Foundation year posts in ophthalmology are scarce, and information about them is limited. This article provides guidance on maximising your experience during an ophthalmology rotation, offering practical tips based on my time in a busy district general hospital in West Yorkshire.

 

 

Roles and responsibilities

Responsibilities vary by hospital trust, but as an FY1/2 doctor, you are typically supernumerary and the most junior team member. You will receive close supervision and normally won’t participate in on-call rotations or weekend duties, offering a much-appreciated respite from the pressures found in other rotations. However, you may be expected to see patients in emergency eye clinics. Inductions usually cover basic slit-lamp examinations, which you will refine as the rotation progresses.

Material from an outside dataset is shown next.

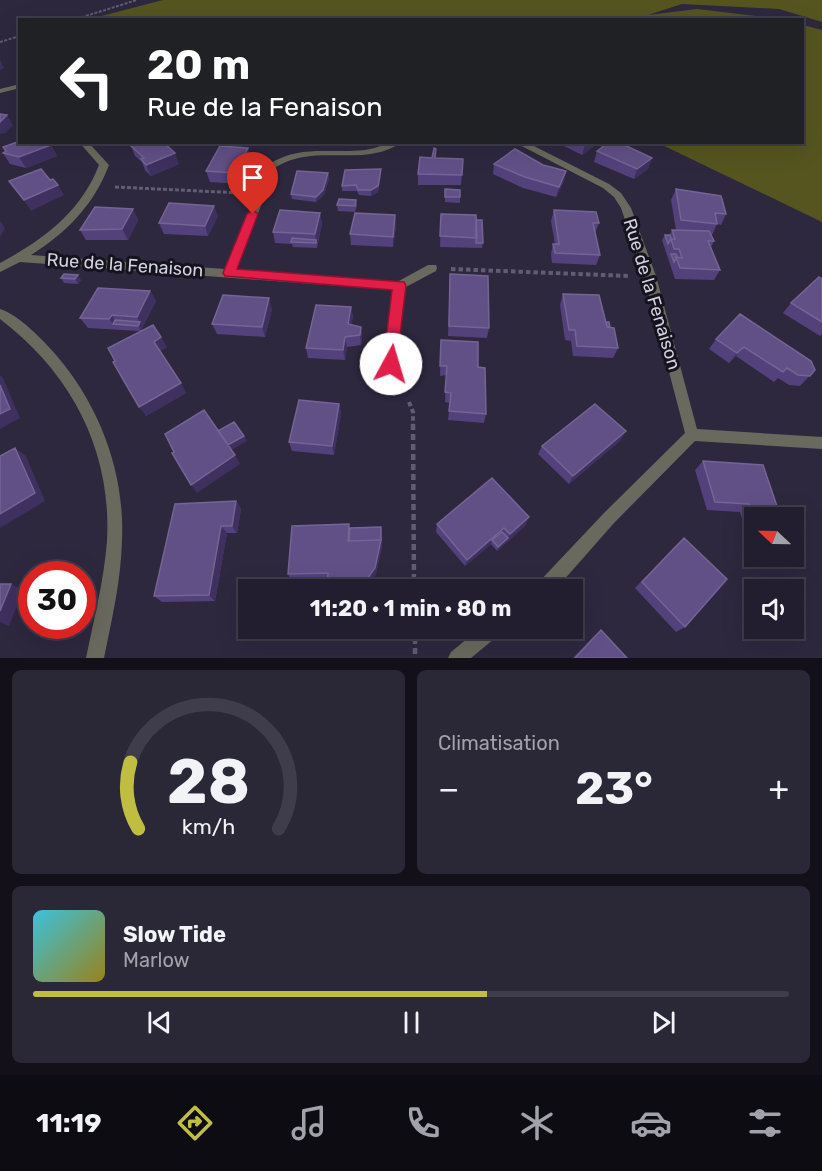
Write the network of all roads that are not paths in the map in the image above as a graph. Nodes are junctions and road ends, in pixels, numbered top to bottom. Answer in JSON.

Your main duties will include:

  • Managing ward attenders or admissions
  • Assisting in surgeries
  • Participating in emergency eye casualty clinics under supervision
  • Teaching medical students.

Maximising your experience

With ST1 applications in mind, there are several key opportunities to strengthen your portfolio during this rotation [3]:

  1. Publications and case reports: The four months of rotation will provide exposure to a wide range of pathologies, and you’re bound to encounter interesting cases. Registrars and consultants encounter fascinating cases that they may not have time to document, presenting an opportunity for you to showcase these cases at conferences or even publish them as reports.
  2. Conferences and study leave: Being supernumerary usually means securing study leave to attend ophthalmology conferences is relatively easy. These can also provide opportunities to present any audits, QIPS or research you’ve undertaken.
  3. Surgical simulation training: If your unit has access to an Eyesi simulator or similar training equipment, you can spend time developing surgical skills to accumulate the hours needed for your portfolio. Alternatively, they can help you gain access to the nearest simulator.
  4. Teaching opportunities: Leading teaching sessions for medical students can enhance your teaching skills while earning valuable points for ST1 applications. This is also an excellent opportunity to get involved with your local university and create ophthalmology-related teaching programmes.
  5. Attending 10 ophthalmology clinics and theatre sessions
  6. Quality improvement projects and audits: Most departments have ongoing audits or QIPs you can contribute to, which can later be presented at conferences.
  7. Discretionary evidence: This could be as simple as presenting at your local journal club meetings. If not, then this could be something you setup as an easy QIP project.

Personal reflections

Before my rotation, I was exposed to ophthalmology through the Duke Elder exam and an undergraduate elective. Despite this, I felt apprehensive due to my limited practical experience. To prepare, I revised basic ocular anatomy and common conditions using online resources such as Tim Root’s ophthalmology atlas [4] and the University of Iowa’s EyeRounds resource [5]. Watching slit-lamp examination tutorials from the University of Michigan Kellogg Eye Centre helped me learn how to perform a systematic slit-lamp examination and how to manipulate the microscope effectively [6].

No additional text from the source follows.